*** Data Section Begins ***

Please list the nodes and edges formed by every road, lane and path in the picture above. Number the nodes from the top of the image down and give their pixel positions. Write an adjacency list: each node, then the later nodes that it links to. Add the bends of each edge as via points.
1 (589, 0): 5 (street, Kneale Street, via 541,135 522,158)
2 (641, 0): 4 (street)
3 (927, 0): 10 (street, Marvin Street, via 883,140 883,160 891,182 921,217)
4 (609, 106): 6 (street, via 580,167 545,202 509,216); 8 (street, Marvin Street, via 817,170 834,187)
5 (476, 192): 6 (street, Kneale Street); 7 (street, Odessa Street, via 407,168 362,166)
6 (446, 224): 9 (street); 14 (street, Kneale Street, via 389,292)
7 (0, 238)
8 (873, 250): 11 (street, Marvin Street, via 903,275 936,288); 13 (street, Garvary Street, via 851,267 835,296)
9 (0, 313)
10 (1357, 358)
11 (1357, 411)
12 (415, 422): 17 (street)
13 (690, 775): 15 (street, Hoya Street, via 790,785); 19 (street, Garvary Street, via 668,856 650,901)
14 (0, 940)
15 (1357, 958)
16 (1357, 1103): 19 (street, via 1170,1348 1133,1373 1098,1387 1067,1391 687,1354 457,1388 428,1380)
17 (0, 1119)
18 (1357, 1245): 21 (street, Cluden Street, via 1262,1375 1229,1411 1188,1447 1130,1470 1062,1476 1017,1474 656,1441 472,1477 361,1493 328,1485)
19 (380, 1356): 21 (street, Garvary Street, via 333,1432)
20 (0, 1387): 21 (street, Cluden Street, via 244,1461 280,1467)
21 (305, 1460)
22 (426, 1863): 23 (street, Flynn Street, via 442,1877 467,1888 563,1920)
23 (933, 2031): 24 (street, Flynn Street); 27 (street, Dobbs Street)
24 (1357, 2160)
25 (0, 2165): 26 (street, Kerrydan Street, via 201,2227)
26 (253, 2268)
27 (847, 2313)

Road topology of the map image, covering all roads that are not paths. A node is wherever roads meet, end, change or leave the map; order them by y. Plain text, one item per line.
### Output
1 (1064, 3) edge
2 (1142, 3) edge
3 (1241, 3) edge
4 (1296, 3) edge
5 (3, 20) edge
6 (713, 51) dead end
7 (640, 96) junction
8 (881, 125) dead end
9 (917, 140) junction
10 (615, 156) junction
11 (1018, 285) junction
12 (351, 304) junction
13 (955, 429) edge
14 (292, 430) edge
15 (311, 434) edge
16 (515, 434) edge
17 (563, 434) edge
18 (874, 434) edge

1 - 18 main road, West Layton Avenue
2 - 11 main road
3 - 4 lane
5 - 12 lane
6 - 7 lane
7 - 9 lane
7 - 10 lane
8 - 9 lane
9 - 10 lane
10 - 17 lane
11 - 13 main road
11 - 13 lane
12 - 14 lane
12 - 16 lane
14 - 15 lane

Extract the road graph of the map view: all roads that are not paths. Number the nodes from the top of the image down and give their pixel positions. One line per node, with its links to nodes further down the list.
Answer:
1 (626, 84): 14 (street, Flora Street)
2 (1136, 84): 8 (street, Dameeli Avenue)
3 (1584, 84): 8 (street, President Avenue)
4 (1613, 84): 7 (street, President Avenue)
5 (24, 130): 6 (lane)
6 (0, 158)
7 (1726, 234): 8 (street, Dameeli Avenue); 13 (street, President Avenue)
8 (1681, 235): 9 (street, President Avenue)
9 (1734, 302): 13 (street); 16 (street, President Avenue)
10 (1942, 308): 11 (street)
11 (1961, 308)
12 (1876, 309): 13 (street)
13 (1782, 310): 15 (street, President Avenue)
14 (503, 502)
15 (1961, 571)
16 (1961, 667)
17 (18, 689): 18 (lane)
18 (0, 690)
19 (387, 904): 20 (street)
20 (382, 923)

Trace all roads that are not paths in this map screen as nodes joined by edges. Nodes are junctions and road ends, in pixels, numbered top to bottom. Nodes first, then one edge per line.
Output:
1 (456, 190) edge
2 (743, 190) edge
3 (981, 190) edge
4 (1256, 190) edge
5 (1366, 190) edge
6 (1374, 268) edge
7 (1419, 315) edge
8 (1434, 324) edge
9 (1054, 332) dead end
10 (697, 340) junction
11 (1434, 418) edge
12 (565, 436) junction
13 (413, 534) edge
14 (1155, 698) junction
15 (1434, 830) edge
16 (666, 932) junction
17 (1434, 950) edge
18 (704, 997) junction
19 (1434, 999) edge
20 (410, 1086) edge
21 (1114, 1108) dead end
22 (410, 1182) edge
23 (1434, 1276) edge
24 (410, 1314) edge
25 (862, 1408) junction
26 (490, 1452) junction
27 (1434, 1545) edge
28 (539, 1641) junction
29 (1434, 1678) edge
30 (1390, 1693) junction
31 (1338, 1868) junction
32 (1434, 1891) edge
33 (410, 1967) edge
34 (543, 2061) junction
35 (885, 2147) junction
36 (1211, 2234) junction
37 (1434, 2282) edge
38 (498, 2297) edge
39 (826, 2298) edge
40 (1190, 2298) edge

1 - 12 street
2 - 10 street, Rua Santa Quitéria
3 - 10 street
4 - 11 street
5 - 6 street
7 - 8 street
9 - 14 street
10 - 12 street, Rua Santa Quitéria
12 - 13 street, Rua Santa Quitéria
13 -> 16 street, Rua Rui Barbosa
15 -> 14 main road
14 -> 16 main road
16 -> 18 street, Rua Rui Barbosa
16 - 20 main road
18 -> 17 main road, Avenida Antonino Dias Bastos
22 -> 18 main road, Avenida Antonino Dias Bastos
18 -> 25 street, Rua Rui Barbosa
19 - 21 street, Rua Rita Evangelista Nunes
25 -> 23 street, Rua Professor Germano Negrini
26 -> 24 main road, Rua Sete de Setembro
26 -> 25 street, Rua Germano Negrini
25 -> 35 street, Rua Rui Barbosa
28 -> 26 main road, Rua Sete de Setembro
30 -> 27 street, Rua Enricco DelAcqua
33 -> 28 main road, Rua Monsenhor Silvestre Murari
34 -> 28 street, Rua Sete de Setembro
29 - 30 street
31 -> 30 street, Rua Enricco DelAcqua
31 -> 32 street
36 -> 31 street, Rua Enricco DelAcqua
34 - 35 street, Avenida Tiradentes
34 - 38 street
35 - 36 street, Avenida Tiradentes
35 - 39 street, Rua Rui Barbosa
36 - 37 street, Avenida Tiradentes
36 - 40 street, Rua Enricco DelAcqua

*** Data Section Ends ***

◆ **Exercise goal**: Wherever the string "Enricco" appears in the entries, copy that line.

◆ **Exercise output**:
30 -> 27 street, Rua Enricco DelAcqua
31 -> 30 street, Rua Enricco DelAcqua
36 -> 31 street, Rua Enricco DelAcqua
36 - 40 street, Rua Enricco DelAcqua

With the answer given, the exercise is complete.